Kızılay’a kan bağışı neden önemli?

Çalışan vakti olmayan büyüklerimiz ise Kızılay ‘a kan bağışında bulunmaları takdirde Kızılay, bağışçının adına bir fidan dikiyor, hem üç can kurtarıp iyilik yapıyorsunuz, hem de dünyamıza bir yeşil fidan miras bırakıyorsunuz. Bunun öyle bir manevi güzelliği var ki mutlaka yaşamalısınız.

Bizi insan yapan tüm canlılar için mücadele etmek ve onları korumaktır unutmayalım, yoksa fotosentez yapan bir bitkiden ne farkımız kalır ki!

25 yıllık hayatımda, annemin memleketteki köyünde 15, babamın yaşadığı yerde 5 meyve ağacı, 2 akasya ağacı ile Vestel hatıra ormanında bir Kızılay’a bağış sayesinde 10 adet; toplamda 33 fidan ile her yıl yenisini eklemeye çalışıyorum. Bu dünya bizim; hepimizin bu sebeple sahip çıkmalıyız, korumalıyız..

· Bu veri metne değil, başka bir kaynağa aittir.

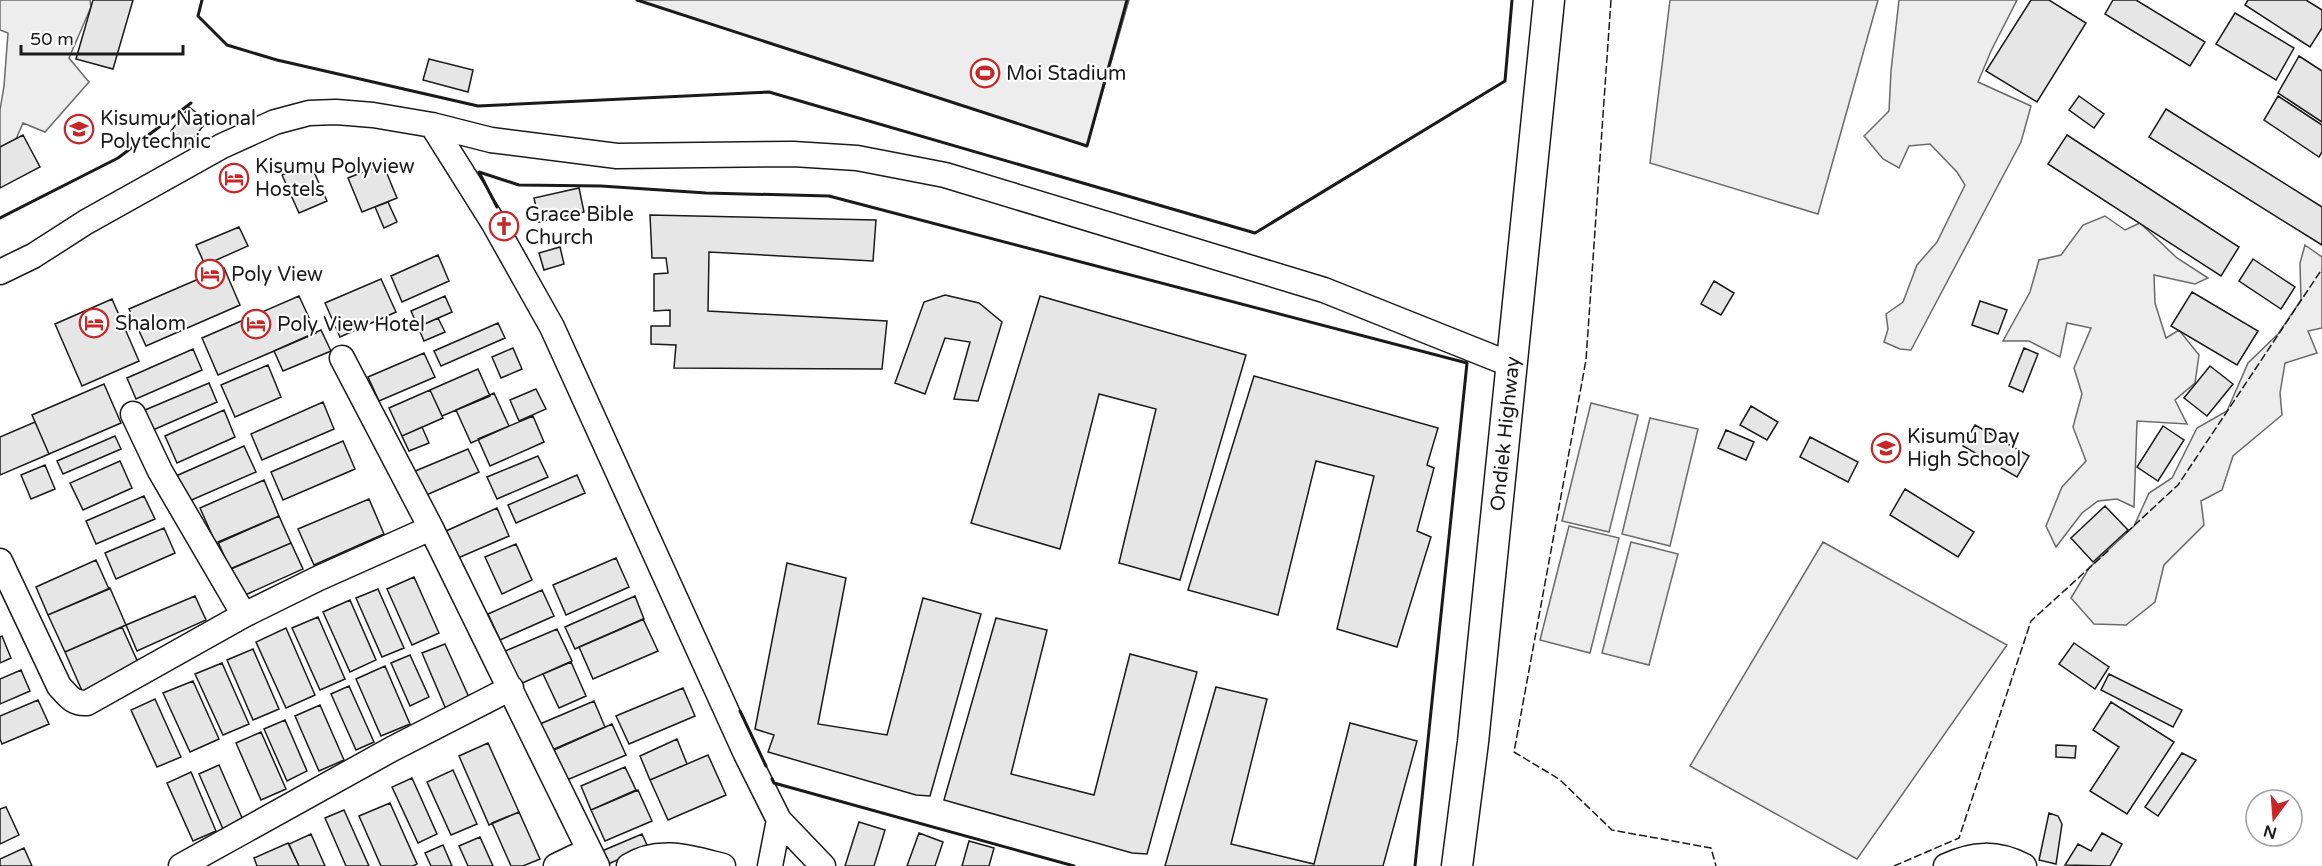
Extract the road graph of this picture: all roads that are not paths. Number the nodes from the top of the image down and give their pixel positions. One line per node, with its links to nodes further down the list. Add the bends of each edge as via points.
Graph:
1 (1549, 0): 5 (main road, Ondiek Highway)
2 (432, 125): 3 (street, via 336,112 309,113 275,122 222,146); 5 (street, via 491,140 617,156 793,154 857,158 945,175 1324,290); 11 (street, via 552,327)
3 (0, 272)
4 (342, 358): 7 (street)
5 (1512, 365): 19 (main road, Ondiek Highway)
6 (133, 414): 9 (street, via 160,471)
7 (431, 528): 9 (street); 10 (street)
8 (0, 561): 9 (street, via 59,686 78,704 100,697)
9 (244, 615)
10 (511, 688): 12 (street); 13 (street)
11 (779, 820): 17 (street); 18 (street)
12 (593, 858): 14 (street)
13 (181, 866)
14 (556, 866)
15 (629, 866): 16 (street, via 669,854)
16 (723, 866)
17 (770, 866)
18 (823, 866)
19 (1457, 866)
20 (1946, 866): 21 (street, via 1984,855 2000,856)
21 (2024, 866)

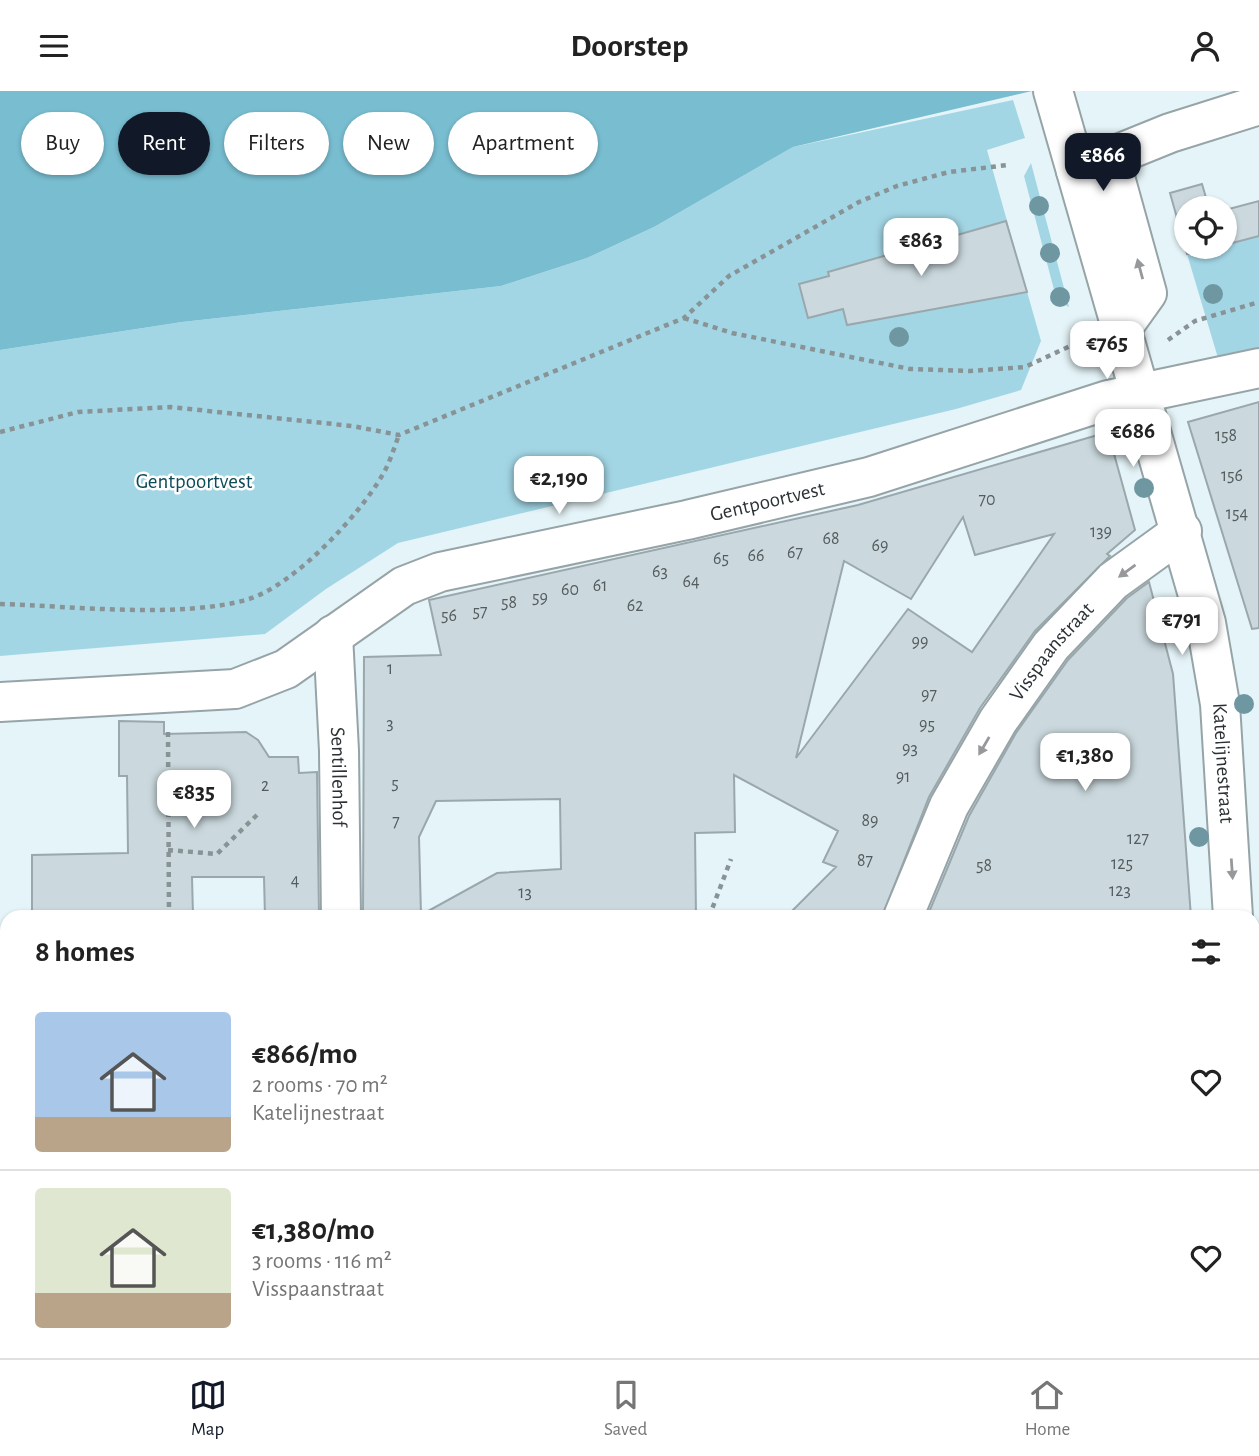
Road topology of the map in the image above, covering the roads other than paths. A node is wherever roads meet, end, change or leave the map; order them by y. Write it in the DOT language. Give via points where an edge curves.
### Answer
graph roads {
  1 [pos="1053,91"];
  2 [pos="1259,105"];
  3 [pos="1093,165"];
  4 [pos="1259,368"];
  5 [pos="1141,391"];
  6 [pos="1182,531"];
  7 [pos="333,635"];
  8 [pos="0,702"];
  9 [pos="1242,777"];
  10 [pos="341,910"];
  11 [pos="906,910"];
  12 [pos="1233,910"];
  1 -- 3 [label="street"];
  2 -- 3 [label="street"];
  3 -- 5 [label="street, Katelijnestraat" via="1147,293 1107,332"];
  4 -- 5 [label="street, Gentpoortvest"];
  5 -- 6 [label="street, Katelijnestraat"];
  5 -- 7 [label="street, Gentpoortvest" via="869,477 440,572 404,586"];
  6 -- 9 [label="street, Katelijnestraat" via="1220,704"];
  6 -- 11 [label="street, Visspaanstraat, one-way" via="1113,581 1051,646 998,722 949,806"];
  7 -- 8 [label="street, Gentpoortvest" via="286,669 235,689"];
  7 -- 10 [label="street, Sentillenhof"];
  9 -- 12 [label="street, Katelijnestraat, one-way"];
}
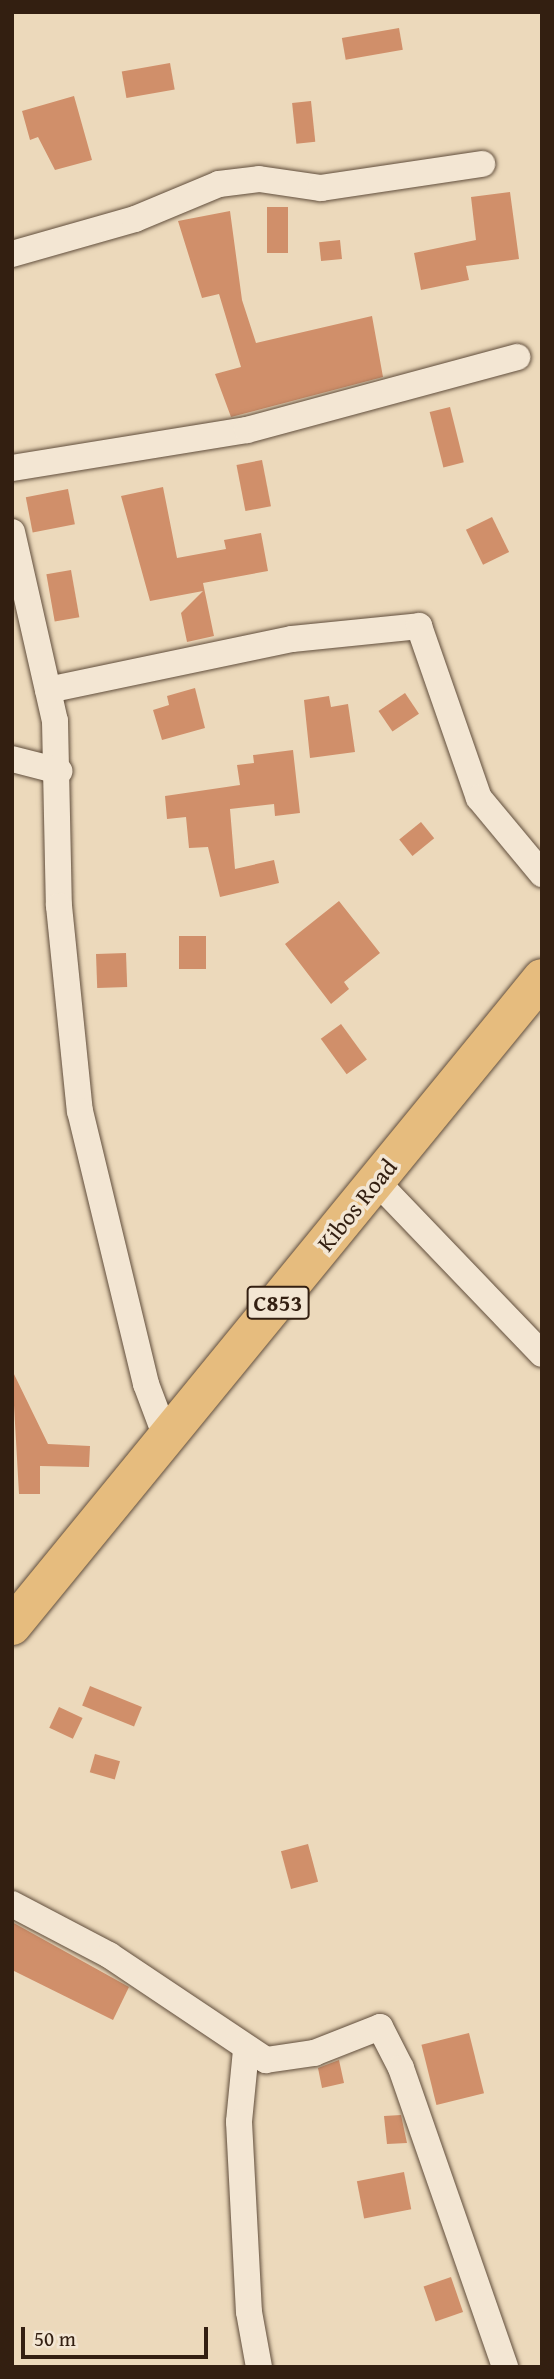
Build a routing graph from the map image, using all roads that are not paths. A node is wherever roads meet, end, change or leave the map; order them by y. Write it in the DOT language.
graph roads {
  1 [pos="482,164"];
  2 [pos="12,254"];
  3 [pos="517,357"];
  4 [pos="12,468"];
  5 [pos="12,533"];
  6 [pos="48,690"];
  7 [pos="12,759"];
  8 [pos="59,771"];
  9 [pos="542,874"];
  10 [pos="542,978"];
  11 [pos="377,1182"];
  12 [pos="542,1354"];
  13 [pos="167,1440"];
  14 [pos="12,1626"];
  15 [pos="12,1904"];
  16 [pos="246,2050"];
  17 [pos="259,2367"];
  18 [pos="505,2367"];
  1 -- 2 [label="street"];
  3 -- 4 [label="street"];
  5 -- 6 [label="street"];
  6 -- 8 [label="street"];
  6 -- 9 [label="street"];
  7 -- 8 [label="street"];
  8 -- 13 [label="street"];
  10 -- 11 [label="main road, Kibos Road / C853"];
  11 -- 12 [label="street"];
  11 -- 13 [label="main road, Kibos Road / C853"];
  13 -- 14 [label="main road, Kibos Road / C853"];
  15 -- 16 [label="street"];
  16 -- 17 [label="street"];
  16 -- 18 [label="street"];
}
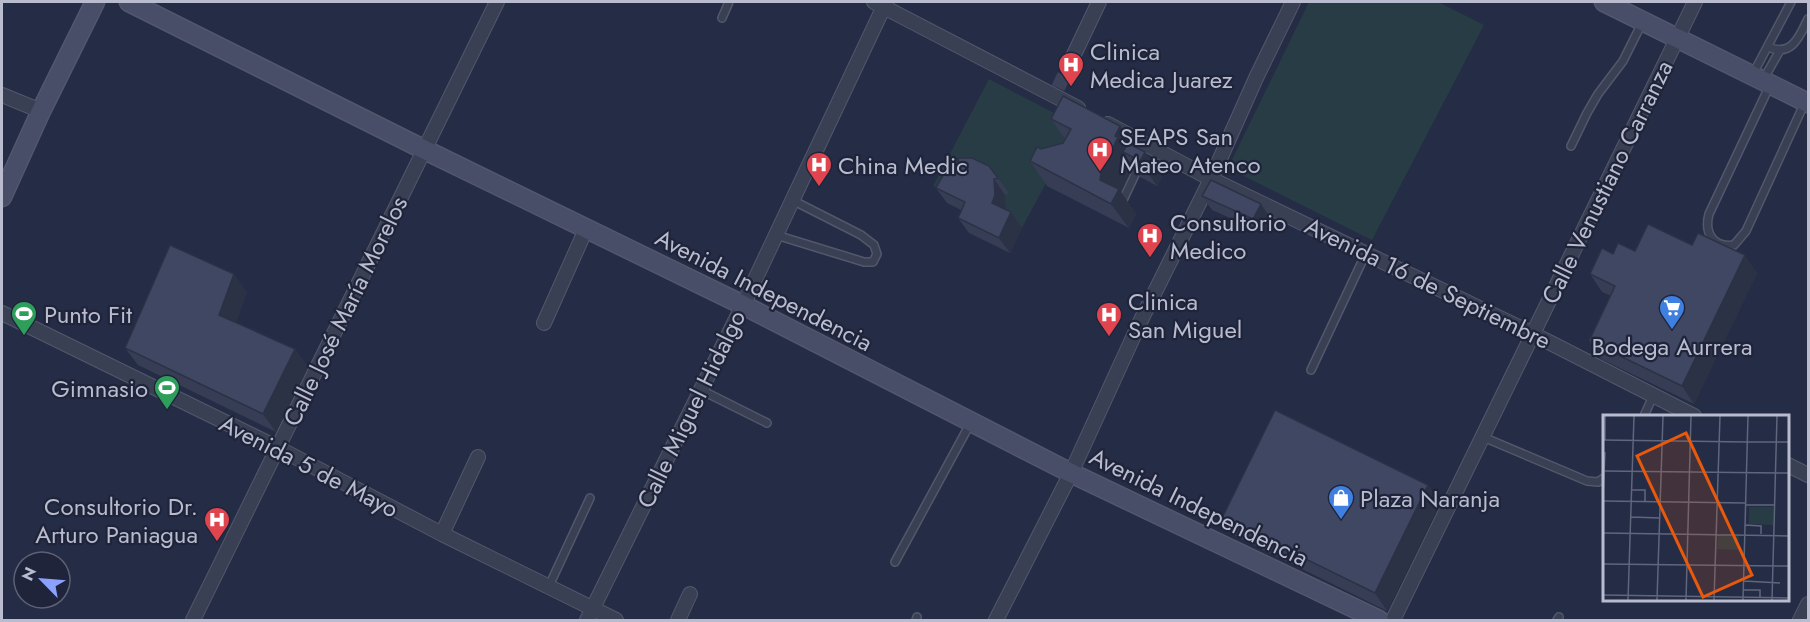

Doğamızı koruyalım.. Çevremizi koruyalım.. Ekolojik dengeyi bozmadan, çevremizi kirletmeden yaşayalım. Hepimiz fani dünyadan göçüp gittiğimizde arkamızdan bela değil, güzel şeyler söyletmeliyiz. “Allah razı olsun ne güzel yapmışlar; iyi ki böyle yapmışlar.” dedirtmeli, hayır duası almalıyız.